How does Genomics help us?
Genomics, and specifically completing the Human Genome Project, has paved the way for:
Genomics research has our increased knowledge and understanding of the genetic basis of diseases. This is powerful, as it helps shape our understanding of individual diseases and potential treatments.
Disease detection and prevention
Genetic testing can reveal predispositions to certain diseases based on genetic risk factors. Identifying this early, before symptoms manifest, can lead to successful treatment. An early awareness allows at risk people to modify their lifestyle and will empower them on their recovery journey.
Develop targeted drugs
A deeper understanding of the genetic makeup of diseases, can be used to develop targeted drugs to help fight specific diseases. With a focus on medication that minimises risks and adverse side effects.
Genomic medicine has already made significant strides in the diagnosis and treatment of various conditions, including cancer, cardiovascular diseases and rare genetic disorders.
Understanding Genomics can go one step further than developing drugs targeting specific diseases. It can also be used to create individualised treatment, by creating medicine specifically tailored to the individual’s genetic information.
This shift away from a one-size-fits-all approach has the potential to significantly improve treatment outcomes and reduce adverse reactions. As health care professionals can predict potential drug responses based on specific genetic profiles.
Understanding our heritage
Genomics can help us understand who we are. Our ancestors, our heritage and the unique characteristics, physical traits and predispositions that makes each person distinct.
Ancestry tests are becoming increasingly common, often taken out of curiosity to discover an individual's genetic lines that span centuries.
It is important to acknowledge that there are several ethical concerns surrounding genomics. Privacy, data protection and consent all to be taken into consideration to ensure the responsible and ethical use of genomic data.
As technology continues to advance there will be an ever growing concern to safeguard people against genetic discrimination, protecting privacy and gaining consent on data sharing initiatives.
There are additional concerns that if genomic results are not handled sensitivity, people could be unfairly discriminated against. This needs to be protected against in employment, as if employers become aware of predispositions to certain diseases it could potentially be used for the basis of firing, or not hiring initially. Stigmas could also continue into education, with fears of social exclusion, as well as potentially resulting in higher health and life insurance premiums.
The Soumac View
For us, the benefits of genomics are clear. We are thrilled that genomic medicine has already helped to diagnose and treat various conditions, including cancer and rare genetic disorders.

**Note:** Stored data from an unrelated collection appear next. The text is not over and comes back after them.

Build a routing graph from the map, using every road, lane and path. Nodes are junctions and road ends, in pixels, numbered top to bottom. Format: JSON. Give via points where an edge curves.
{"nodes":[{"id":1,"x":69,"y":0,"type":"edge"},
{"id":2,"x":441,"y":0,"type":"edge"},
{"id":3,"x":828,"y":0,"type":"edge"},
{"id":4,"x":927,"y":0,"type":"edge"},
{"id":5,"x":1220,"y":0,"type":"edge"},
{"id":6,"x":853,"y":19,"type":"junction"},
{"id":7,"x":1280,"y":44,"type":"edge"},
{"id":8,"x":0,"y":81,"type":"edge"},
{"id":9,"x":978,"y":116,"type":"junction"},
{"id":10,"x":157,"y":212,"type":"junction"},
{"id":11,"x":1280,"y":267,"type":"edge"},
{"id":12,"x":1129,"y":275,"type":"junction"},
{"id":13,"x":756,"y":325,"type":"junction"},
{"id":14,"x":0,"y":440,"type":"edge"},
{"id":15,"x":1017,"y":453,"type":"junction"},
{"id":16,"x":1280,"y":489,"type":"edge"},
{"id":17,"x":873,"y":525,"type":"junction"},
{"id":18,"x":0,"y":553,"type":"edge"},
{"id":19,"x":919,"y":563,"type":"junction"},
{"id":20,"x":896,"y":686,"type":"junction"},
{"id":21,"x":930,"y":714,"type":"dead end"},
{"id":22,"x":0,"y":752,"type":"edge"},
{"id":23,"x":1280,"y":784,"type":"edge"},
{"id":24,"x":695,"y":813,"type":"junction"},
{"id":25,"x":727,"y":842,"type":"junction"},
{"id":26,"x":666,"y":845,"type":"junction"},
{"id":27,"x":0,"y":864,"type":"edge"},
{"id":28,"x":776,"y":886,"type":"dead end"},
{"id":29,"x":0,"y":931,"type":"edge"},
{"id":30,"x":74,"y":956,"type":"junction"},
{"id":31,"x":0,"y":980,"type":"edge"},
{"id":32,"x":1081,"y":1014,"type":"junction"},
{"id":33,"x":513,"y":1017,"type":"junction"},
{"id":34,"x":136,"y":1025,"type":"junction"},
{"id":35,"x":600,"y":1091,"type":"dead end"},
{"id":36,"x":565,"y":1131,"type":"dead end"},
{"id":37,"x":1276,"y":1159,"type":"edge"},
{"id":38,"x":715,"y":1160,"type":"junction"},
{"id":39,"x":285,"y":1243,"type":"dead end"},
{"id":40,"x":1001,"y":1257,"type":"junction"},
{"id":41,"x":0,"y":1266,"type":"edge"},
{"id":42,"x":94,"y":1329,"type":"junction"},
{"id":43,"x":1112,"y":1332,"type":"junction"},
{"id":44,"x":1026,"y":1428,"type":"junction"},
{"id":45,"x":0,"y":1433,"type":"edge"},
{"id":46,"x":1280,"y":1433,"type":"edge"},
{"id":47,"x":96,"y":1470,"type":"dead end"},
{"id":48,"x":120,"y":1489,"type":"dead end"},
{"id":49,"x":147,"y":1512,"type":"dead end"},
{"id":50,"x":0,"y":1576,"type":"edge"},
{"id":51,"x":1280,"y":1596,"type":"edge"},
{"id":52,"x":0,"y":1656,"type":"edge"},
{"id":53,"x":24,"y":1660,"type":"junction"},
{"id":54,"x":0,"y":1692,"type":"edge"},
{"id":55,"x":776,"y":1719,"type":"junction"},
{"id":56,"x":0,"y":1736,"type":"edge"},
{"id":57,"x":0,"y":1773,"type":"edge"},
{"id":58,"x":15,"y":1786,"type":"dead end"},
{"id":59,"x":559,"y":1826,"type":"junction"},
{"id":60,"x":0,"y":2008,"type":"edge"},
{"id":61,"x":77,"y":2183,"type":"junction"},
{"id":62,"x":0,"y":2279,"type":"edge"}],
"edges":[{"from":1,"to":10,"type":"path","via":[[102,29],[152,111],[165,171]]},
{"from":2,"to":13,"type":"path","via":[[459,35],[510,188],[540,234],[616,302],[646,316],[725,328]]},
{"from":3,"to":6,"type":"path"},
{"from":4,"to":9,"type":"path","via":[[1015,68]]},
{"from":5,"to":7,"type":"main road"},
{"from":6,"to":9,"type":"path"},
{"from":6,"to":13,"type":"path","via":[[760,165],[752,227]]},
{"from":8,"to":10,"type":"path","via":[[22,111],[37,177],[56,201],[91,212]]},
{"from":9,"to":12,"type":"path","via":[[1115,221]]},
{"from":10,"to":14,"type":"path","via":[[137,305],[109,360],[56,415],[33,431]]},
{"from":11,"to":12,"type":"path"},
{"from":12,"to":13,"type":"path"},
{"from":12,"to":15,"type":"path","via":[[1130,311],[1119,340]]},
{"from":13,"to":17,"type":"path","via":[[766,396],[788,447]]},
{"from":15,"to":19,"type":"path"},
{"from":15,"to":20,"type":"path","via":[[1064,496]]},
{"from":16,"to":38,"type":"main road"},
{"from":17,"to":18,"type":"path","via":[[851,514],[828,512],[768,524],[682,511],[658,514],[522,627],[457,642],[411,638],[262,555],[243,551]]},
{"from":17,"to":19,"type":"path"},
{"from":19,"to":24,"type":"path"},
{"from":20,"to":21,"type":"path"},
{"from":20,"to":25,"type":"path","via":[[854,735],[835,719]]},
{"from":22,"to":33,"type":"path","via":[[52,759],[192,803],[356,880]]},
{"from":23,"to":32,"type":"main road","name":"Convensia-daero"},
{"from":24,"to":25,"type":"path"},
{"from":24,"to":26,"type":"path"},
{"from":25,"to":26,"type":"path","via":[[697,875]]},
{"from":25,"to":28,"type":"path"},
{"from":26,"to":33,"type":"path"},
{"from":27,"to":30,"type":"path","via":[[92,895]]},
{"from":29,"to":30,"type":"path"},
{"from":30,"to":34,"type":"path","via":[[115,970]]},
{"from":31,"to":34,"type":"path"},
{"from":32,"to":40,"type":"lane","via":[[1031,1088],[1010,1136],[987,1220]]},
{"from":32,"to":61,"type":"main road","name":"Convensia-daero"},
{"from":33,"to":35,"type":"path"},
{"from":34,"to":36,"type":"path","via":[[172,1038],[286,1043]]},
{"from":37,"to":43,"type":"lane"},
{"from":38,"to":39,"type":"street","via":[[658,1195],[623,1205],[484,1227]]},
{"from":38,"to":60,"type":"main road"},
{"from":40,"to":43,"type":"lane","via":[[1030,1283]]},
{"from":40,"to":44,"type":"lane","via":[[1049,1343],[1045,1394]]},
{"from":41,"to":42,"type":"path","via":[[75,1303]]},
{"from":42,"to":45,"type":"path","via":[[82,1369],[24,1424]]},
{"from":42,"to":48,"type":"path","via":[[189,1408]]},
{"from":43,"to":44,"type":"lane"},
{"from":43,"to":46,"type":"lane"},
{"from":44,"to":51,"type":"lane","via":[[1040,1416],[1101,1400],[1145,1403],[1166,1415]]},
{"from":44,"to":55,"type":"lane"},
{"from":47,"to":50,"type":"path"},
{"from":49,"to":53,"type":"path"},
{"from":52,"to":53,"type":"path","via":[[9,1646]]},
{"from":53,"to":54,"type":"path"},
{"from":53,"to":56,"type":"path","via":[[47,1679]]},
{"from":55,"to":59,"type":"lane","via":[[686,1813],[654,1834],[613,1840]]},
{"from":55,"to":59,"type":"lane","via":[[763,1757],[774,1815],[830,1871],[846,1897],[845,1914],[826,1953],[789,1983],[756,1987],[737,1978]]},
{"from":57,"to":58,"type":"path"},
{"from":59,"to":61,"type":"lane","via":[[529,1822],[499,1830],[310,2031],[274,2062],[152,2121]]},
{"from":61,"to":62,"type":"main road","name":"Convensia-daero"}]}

With ongoing advancements in technology, including the emergence of gene-editing techniques like CRISPR-Cas9, we expect gene therapies to become more precise and targeted, offering new hope for treating previously untreatable genetic conditions.
As DNA sequencing technologies are becoming faster and more affordable, we foresee it becoming more accessible and widely used to understand and tackle disease. However,
ethical concerns will need to be fully addressed first and genetic issues will need to be handled sensitively.
We are excited to see the pivotal role genomics will play in advancing healthcare and the innovative therapies that will emerge to treat genetic conditions in the future.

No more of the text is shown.